* _ABOUT THIS EXERCISE_:
The full set of entries below, restated word for word and stripped of images, is the expected result.

Collected data entries:
•••

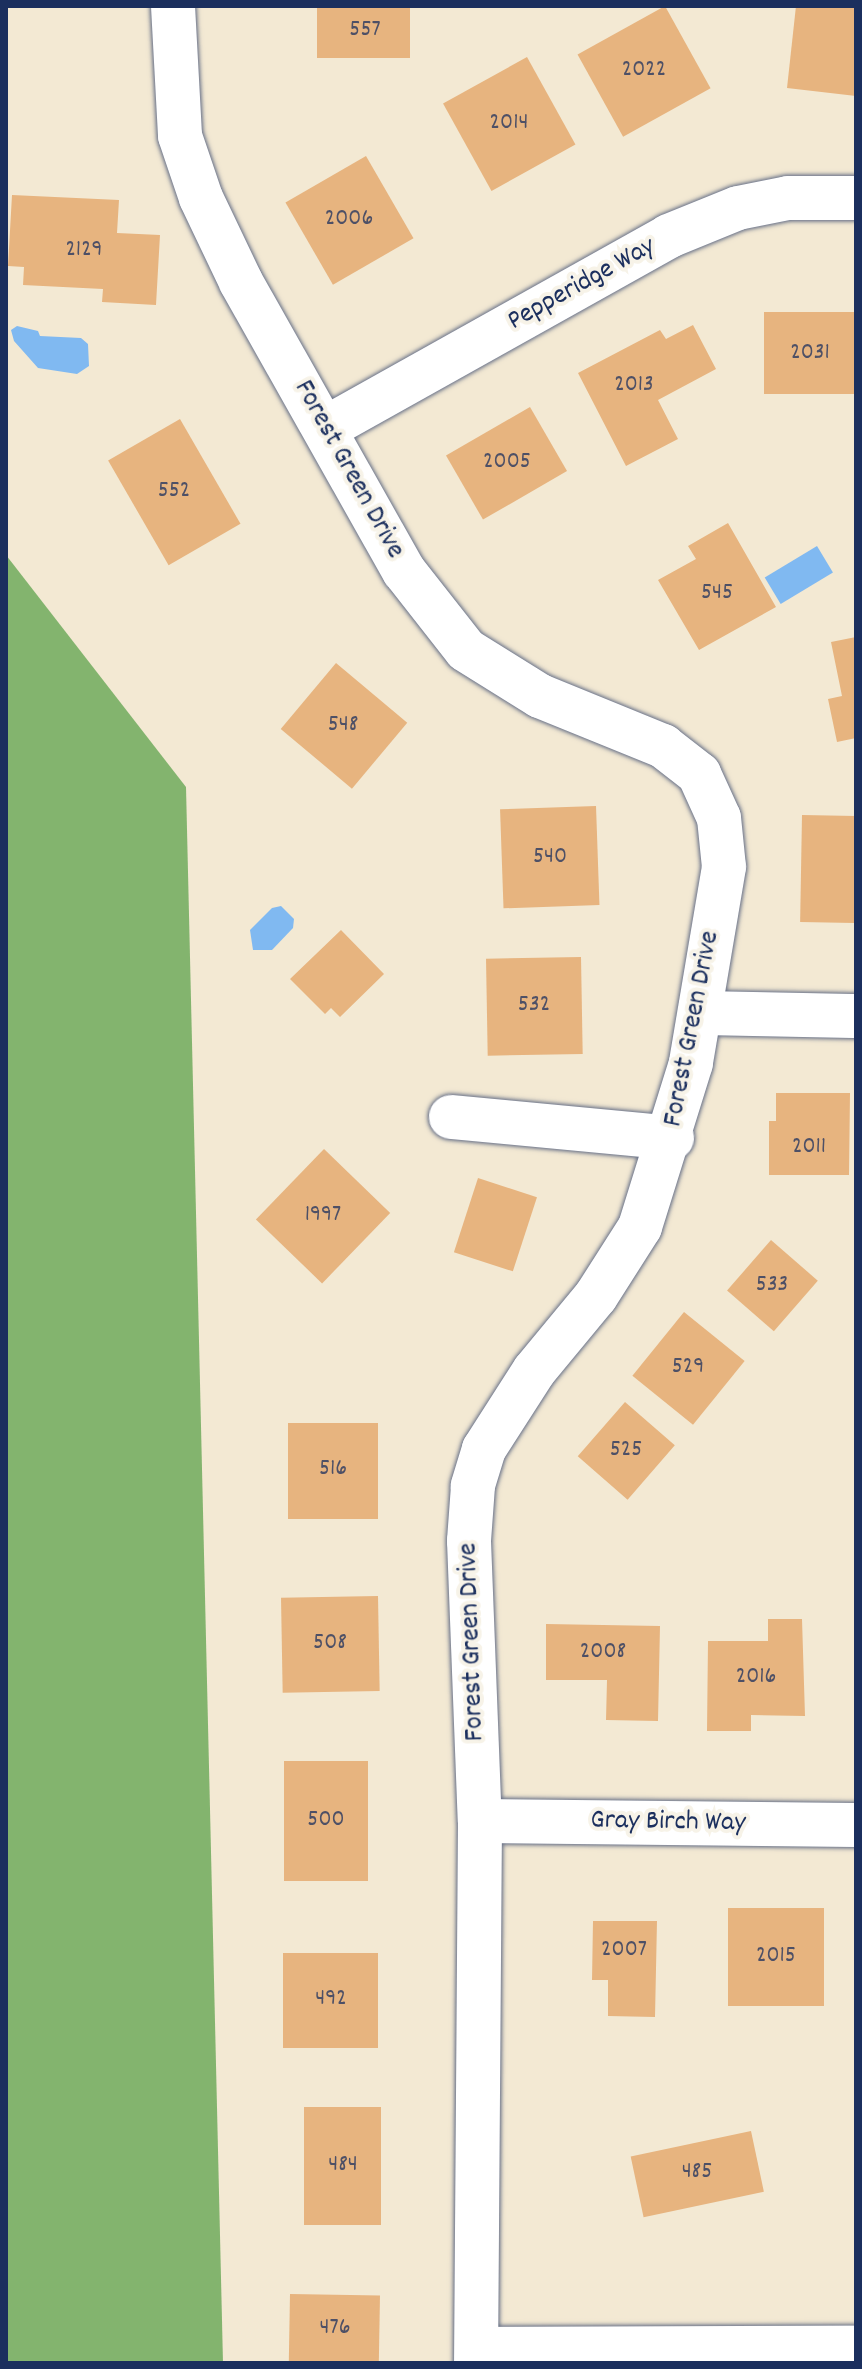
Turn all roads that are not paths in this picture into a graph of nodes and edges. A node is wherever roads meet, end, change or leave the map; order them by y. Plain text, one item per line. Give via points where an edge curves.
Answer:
1 (173, 6) edge
2 (856, 198) edge
3 (326, 428) junction
4 (700, 1013) junction
5 (856, 1016) edge
6 (451, 1117) dead end
7 (672, 1138) junction
8 (480, 1821) junction
9 (856, 1825) edge
10 (856, 2348) edge
11 (476, 2356) edge

1 - 3 street, Forest Green Drive via 180,136 201,198 241,282
2 - 3 street, Pepperidge Way via 788,198 738,208 669,236
3 - 4 street, Forest Green Drive via 404,571 466,650 540,696 663,746 699,774 719,818 724,867
4 - 5 street
4 - 7 street, Forest Green Drive
6 - 7 street
7 - 8 street, Forest Green Drive via 640,1227 596,1296 534,1371 484,1449 473,1486 469,1541
8 - 9 street, Gray Birch Way
8 - 11 street, Forest Green Drive
10 - 11 street

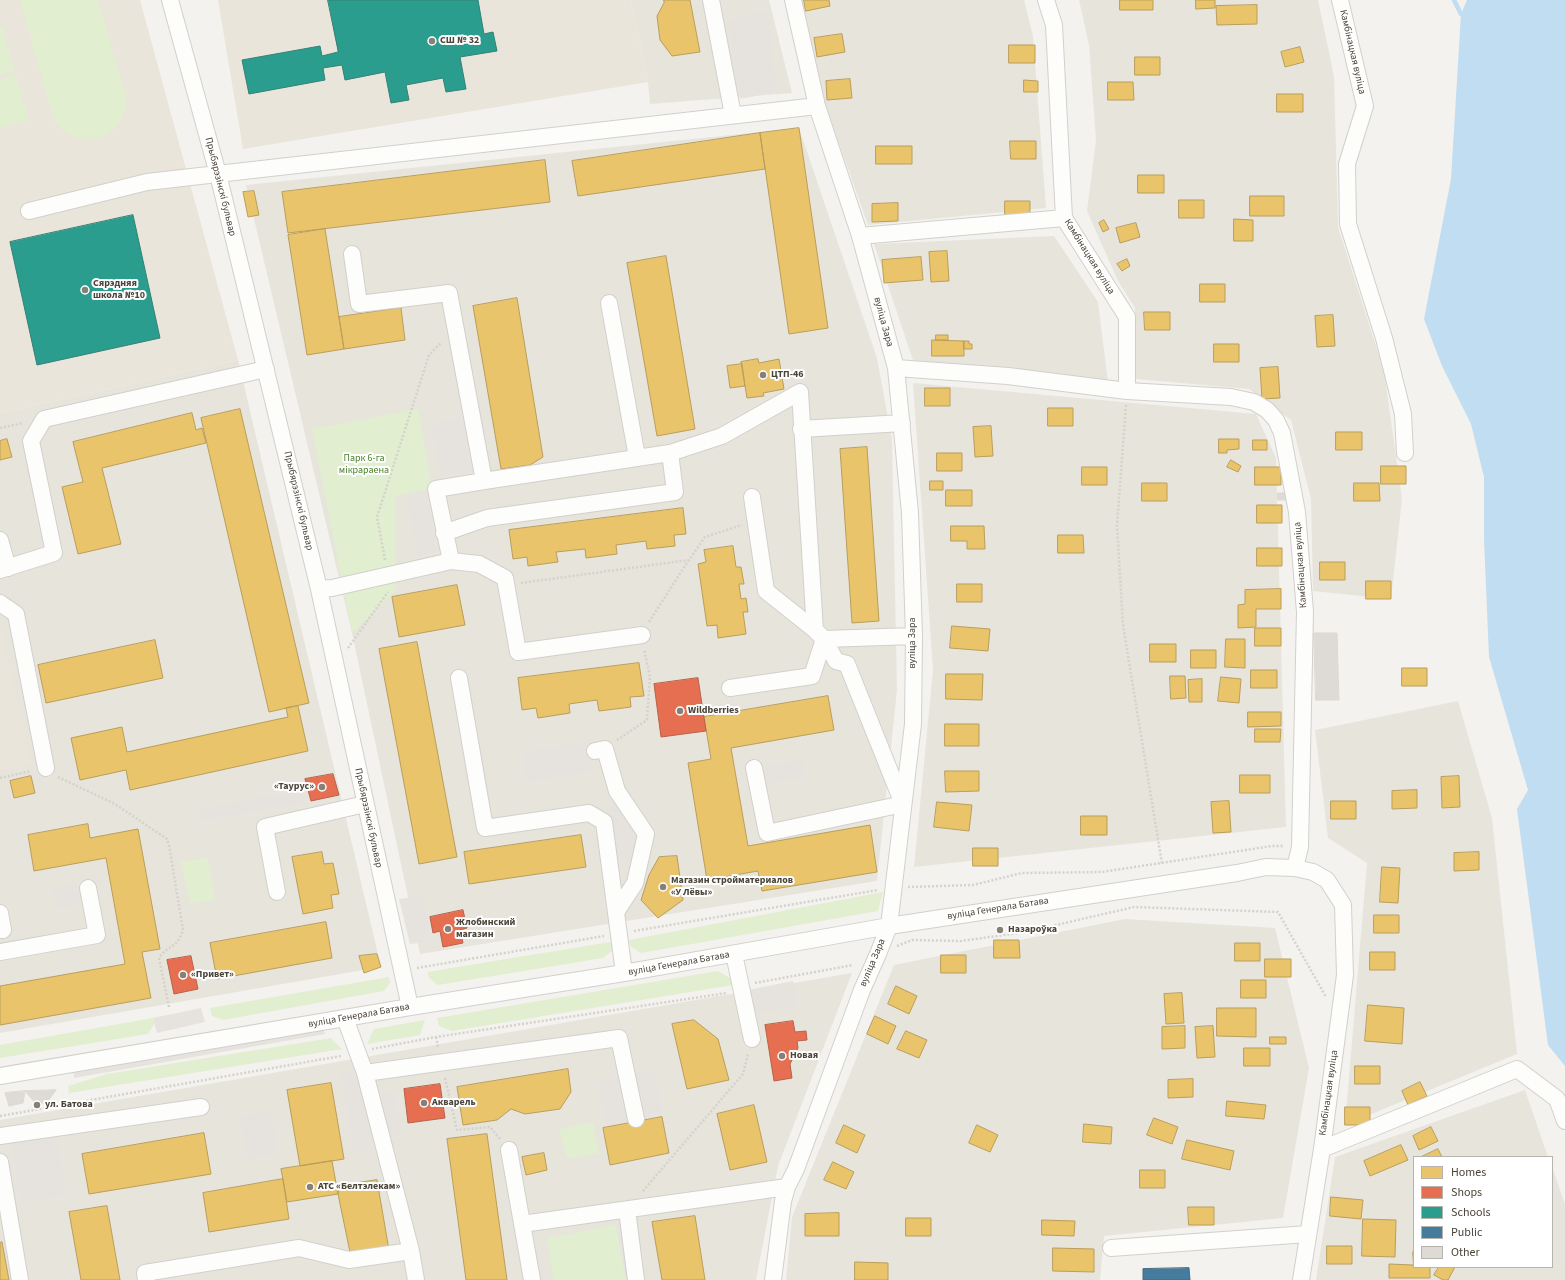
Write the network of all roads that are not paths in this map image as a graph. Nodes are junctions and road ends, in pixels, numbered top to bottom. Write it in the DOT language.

•••

* _EXERCISE OUTPUT_:
Turn all roads that are not paths in this picture into a graph of nodes and edges. A node is wherever roads meet, end, change or leave the map; order them by y. Plain text, one item per line. Give via points where an edge curves.
Answer:
1 (173, 6) edge
2 (856, 198) edge
3 (326, 428) junction
4 (700, 1013) junction
5 (856, 1016) edge
6 (451, 1117) dead end
7 (672, 1138) junction
8 (480, 1821) junction
9 (856, 1825) edge
10 (856, 2348) edge
11 (476, 2356) edge

1 - 3 street, Forest Green Drive via 180,136 201,198 241,282
2 - 3 street, Pepperidge Way via 788,198 738,208 669,236
3 - 4 street, Forest Green Drive via 404,571 466,650 540,696 663,746 699,774 719,818 724,867
4 - 5 street
4 - 7 street, Forest Green Drive
6 - 7 street
7 - 8 street, Forest Green Drive via 640,1227 596,1296 534,1371 484,1449 473,1486 469,1541
8 - 9 street, Gray Birch Way
8 - 11 street, Forest Green Drive
10 - 11 street

Write the network of all roads that are not paths in this map image as a graph. Nodes are junctions and road ends, in pixels, numbered top to bottom. Write it in the DOT language.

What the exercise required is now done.